Zum Vergleich haben die Forscher nach jedem einzelnen "Münzwurf" die quantenmechanische Superposition zerstört. Dabei wird aus dem quantum walk ein random walk, und das Cäsiumatom verhält sich wie Hans. Viel lieber sehen die Wissenschaftler natürlich ihren quantum walk, denn dieser eröffnet vielleicht ganz neue Möglichkeiten. Die Gruppe arbeitet bereits seit vielen Jahren an der Entwicklung von Quantencomputern, die mit Hilfe der ungewöhnlichen Gesetzmäßigkeiten des Quantenkosmos einmal schneller arbeiten sollen als klassische Rechner.

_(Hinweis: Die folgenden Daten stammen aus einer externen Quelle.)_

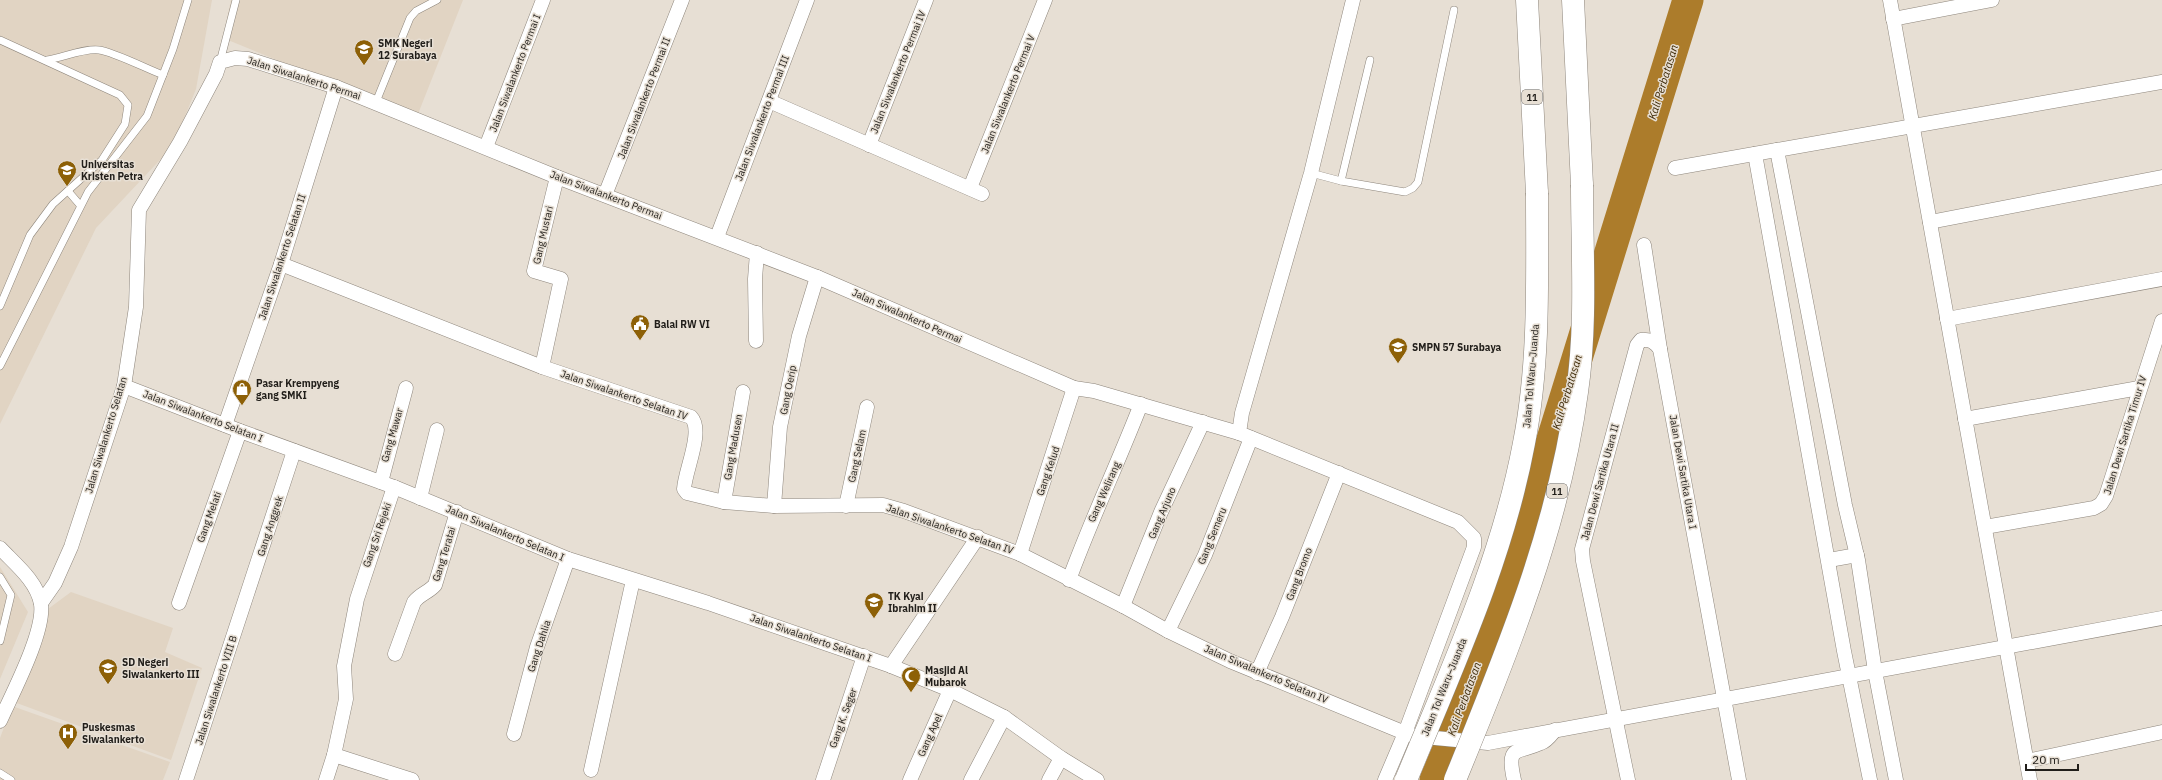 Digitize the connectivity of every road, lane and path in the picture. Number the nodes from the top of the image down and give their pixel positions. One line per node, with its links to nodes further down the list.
1 (188, 0): 20 (lane)
2 (236, 0): 19 (lane)
3 (437, 0): 24 (lane)
4 (543, 0): 27 (street, Jalan Siwalankerto Permai I)
5 (682, 0): 37 (street, Jalan Siwalankerto Permai II)
6 (807, 0): 23 (street, Jalan Siwalankerto Permai III)
7 (926, 0): 26 (street, Jalan Siwalankerto Permai IV)
8 (1045, 0): 36 (street, Jalan Siwalankerto Permai V)
9 (1352, 0): 31 (street, Gang Semeru)
10 (1527, 0): 125 (highway, Jalan Tol Waru–Juanda / 11, bridge)
11 (1574, 0): 126 (highway, 11, bridge)
12 (1890, 0): 15 (street)
13 (1992, 0): 15 (street)
14 (1454, 10): 34 (lane)
15 (1893, 19): 25 (street)
16 (0, 40): 17 (lane)
17 (47, 60): 20 (lane); 35 (lane)
18 (1370, 60): 34 (lane)
19 (220, 62): 22 (street, Jalan Siwalankerto Permai); 55 (street, Jalan Siwalankerto Selatan)
20 (163, 76): 39 (lane)
21 (2162, 82): 25 (street)
22 (336, 87): 24 (street, Jalan Siwalankerto Permai); 45 (street, Jalan Siwalankerto Selatan II)
23 (769, 100): 26 (street, Jalan Siwalankerto Permai IV); 42 (street, Jalan Siwalankerto Permai III)
24 (376, 102): 27 (street, Jalan Siwalankerto Permai)
25 (1912, 126): 28 (street); 41 (street)
26 (869, 145): 36 (street, Jalan Siwalankerto Permai IV)
27 (486, 147): 32 (street, Jalan Siwalankerto Permai)
28 (1777, 150): 29 (street); 38 (street)
29 (1754, 154): 30 (street); 40 (street)
30 (1675, 168)
31 (1311, 173): 34 (lane); 67 (street, Gang Semeru)
32 (557, 177): 37 (street, Jalan Siwalankerto Permai); 54 (street, Gang Mustari)
33 (2162, 177): 41 (street)
34 (1342, 181)
35 (68, 191): 39 (lane); 48 (lane)
36 (976, 191)
37 (605, 195): 42 (street, Jalan Siwalankerto Permai)
38 (1787, 202): 40 (street); 81 (street)
39 (80, 205): 53 (lane)
40 (1764, 206): 83 (street)
41 (1930, 222): 49 (street)
42 (717, 237): 44 (street, Jalan Siwalankerto Permai)
43 (1644, 245): 52 (street, Jalan Dewi Sartika Utara I)
44 (757, 253): 46 (street, Jalan Siwalankerto Permai); 51 (street)
45 (281, 264): 54 (street, Jalan Siwalankerto Selatan IV); 64 (street, Jalan Siwalankerto Selatan II)
46 (817, 277): 57 (street, Jalan Siwalankerto Permai); 74 (street, Gang Oerip)
47 (2162, 279): 49 (street)
48 (0, 306)
49 (1947, 319): 62 (street)
50 (2162, 321): 58 (street, Jalan Dewi Sartika Timur IV)
51 (756, 341)
52 (1660, 349): 102 (street, Jalan Dewi Sartika Utara I); 104 (street, Jalan Dewi Sartika Utara II)
53 (0, 366)
54 (542, 367): 73 (street, Jalan Siwalankerto Selatan IV)
55 (124, 386): 64 (street, Jalan Siwalankerto Selatan I); 88 (street, Jalan Siwalankerto Selatan)
56 (406, 388): 70 (street, Gang Mawar)
57 (1074, 388): 60 (street, Jalan Siwalankerto Permai); 80 (street, Gang Kelud)
58 (2139, 388): 62 (street); 77 (street, Jalan Dewi Sartika Timur IV)
59 (743, 392): 73 (street, Gang Madusen)
60 (1141, 404): 63 (street, Jalan Siwalankerto Permai); 86 (street, Gang Welirang)
61 (867, 407): 75 (street, Gang Selam)
62 (1965, 420): 77 (street)
63 (1203, 422): 67 (street, Jalan Siwalankerto Permai); 90 (street, Gang Arjuno)
64 (225, 425): 66 (street, Jalan Siwalankerto Selatan I)
65 (437, 430): 72 (street)
66 (240, 431): 68 (street, Jalan Siwalankerto Selatan I); 89 (street, Gang Melati)
67 (1245, 435): 69 (street, Jalan Siwalankerto Permai); 92 (street, Gang Semeru)
68 (294, 451): 70 (street, Jalan Siwalankerto Selatan I); 87 (street, Gang Anggrek)
69 (1339, 473): 99 (street, Gang Bromo); 109 (street, Jalan Siwalankerto Permai)
70 (380, 482): 71 (street, Jalan Siwalankerto Selatan I)
71 (394, 488): 72 (street, Jalan Siwalankerto Selatan I); 110 (street, Gang Sri Rejeki)
72 (420, 498): 76 (street, Jalan Siwalankerto Selatan I)
73 (724, 502): 74 (street, Jalan Siwalankerto Selatan IV)
74 (774, 506): 75 (street, Jalan Siwalankerto Selatan IV)
75 (846, 506): 78 (street, Jalan Siwalankerto Selatan IV)
76 (457, 512): 82 (street, Jalan Siwalankerto Selatan I); 95 (street, Gang Teratai)
77 (1985, 527): 94 (street)
78 (978, 537): 80 (street, Jalan Siwalankerto Selatan IV); 97 (street)
79 (0, 548): 88 (street)
80 (1020, 554): 86 (street, Jalan Siwalankerto Selatan IV)
81 (1857, 555): 83 (street); 98 (street)
82 (568, 559): 85 (street, Jalan Siwalankerto Selatan I); 108 (street, Gang Dahlia)
83 (1829, 560): 100 (street)
84 (0, 577): 93 (lane)
85 (633, 580): 96 (street, Jalan Siwalankerto Selatan I); 113 (street)
86 (1069, 580): 90 (street, Jalan Siwalankerto Selatan IV)
87 (245, 600): 116 (street, Jalan Siwalankerto VIII B)
88 (41, 603): 105 (street)
89 (179, 603)
90 (1123, 606): 92 (street, Jalan Siwalankerto Selatan IV)
91 (2162, 618): 94 (street, Jalan Siwalankerto Selatan IV)
92 (1168, 631): 99 (street, Jalan Siwalankerto Selatan IV)
93 (0, 641)
94 (2006, 647): 98 (street, Jalan Siwalankerto Selatan IV); 112 (street)
95 (395, 654)
96 (864, 656): 97 (street, Jalan Siwalankerto Selatan I); 119 (street, Gang K. Seger)
97 (891, 666): 101 (street, Jalan Siwalankerto Selatan I)
98 (1875, 671): 100 (street, Jalan Siwalankerto Selatan IV); 131 (street)
99 (1257, 673): 109 (street, Jalan Siwalankerto Selatan IV)
100 (1850, 676): 102 (street, Jalan Siwalankerto Selatan IV); 130 (street)
101 (950, 690): 103 (street, Jalan Siwalankerto Selatan I); 120 (street, Gang Apel)
102 (1725, 699): 104 (street, Jalan Siwalankerto Selatan IV); 129 (street, Jalan Dewi Sartika Utara I)
103 (1004, 717): 111 (street, Jalan Siwalankerto Selatan I); 121 (street)
104 (1616, 719): 106 (street, Jalan Siwalankerto Selatan IV); 128 (street)
105 (0, 721)
106 (1555, 730): 109 (street, Jalan Siwalankerto Selatan IV, bridge); 127 (street)
107 (2162, 732): 112 (street)
108 (514, 734)
109 (1409, 735): 124 (street, Jalan Siwalankerto Permai)
110 (334, 755): 117 (street, Gang Sri Rejeki); 118 (street)
111 (1061, 758): 122 (street); 123 (street, Jalan Siwalankerto Selatan I)
112 (2027, 761): 132 (street)
113 (591, 770)
114 (0, 773): 115 (lane)
115 (10, 780)
116 (186, 780)
117 (326, 780)
118 (412, 780)
119 (823, 780)
120 (910, 780)
121 (971, 780)
122 (1049, 780)
123 (1097, 780)
124 (1385, 780)
125 (1406, 780)
126 (1455, 780)
127 (1514, 780)
128 (1628, 780)
129 (1739, 780)
130 (1870, 780)
131 (1896, 780)
132 (2030, 780)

"Mit dem von uns gezeigten Effekt lassen sich ganz neue Algorithmen realisieren", erklärt Widera. Ein Beispiel sind Suchvorgänge: Will man heute in einer Reihe von Nullen eine einzige Eins aufspüren, muss man alle Ziffern einzeln überprüfen. Der Aufwand steigt daher linear mit der Zahl der Ziffern. Ein Algorithmus auf quantum-walk-Basis kann dagegen an vielen Stellen gleichzeitig suchen. Die Suche nach der sprichwörtlichen Nadel im Heuhaufen würde dadurch extrem beschleunigt.

Bis es so weit ist, lässt sich mit dem Versuchsaufbau der Bonner Forscher aber auch Grundlagenforschung betreiben. Denn im Experiment kann beobachtet werden, wie das quantenmechanische Verhalten der mikroskopischen Welt langsam in das klassische Verhalten der makroskopischen Welt übergeht, erläutert Widera. Und was an dieser Stelle passiert, ist bislang immer noch ein großes Rätsel – selbst wenn man gelernt hat, mit den Eigenarten der Quantenwelt umzugehen.
  • Quellen
Karski M. et al.: Quantum Walk in Position Space with Single Optically Trapped Atoms. In: Science 325, S. 174–178, 2009.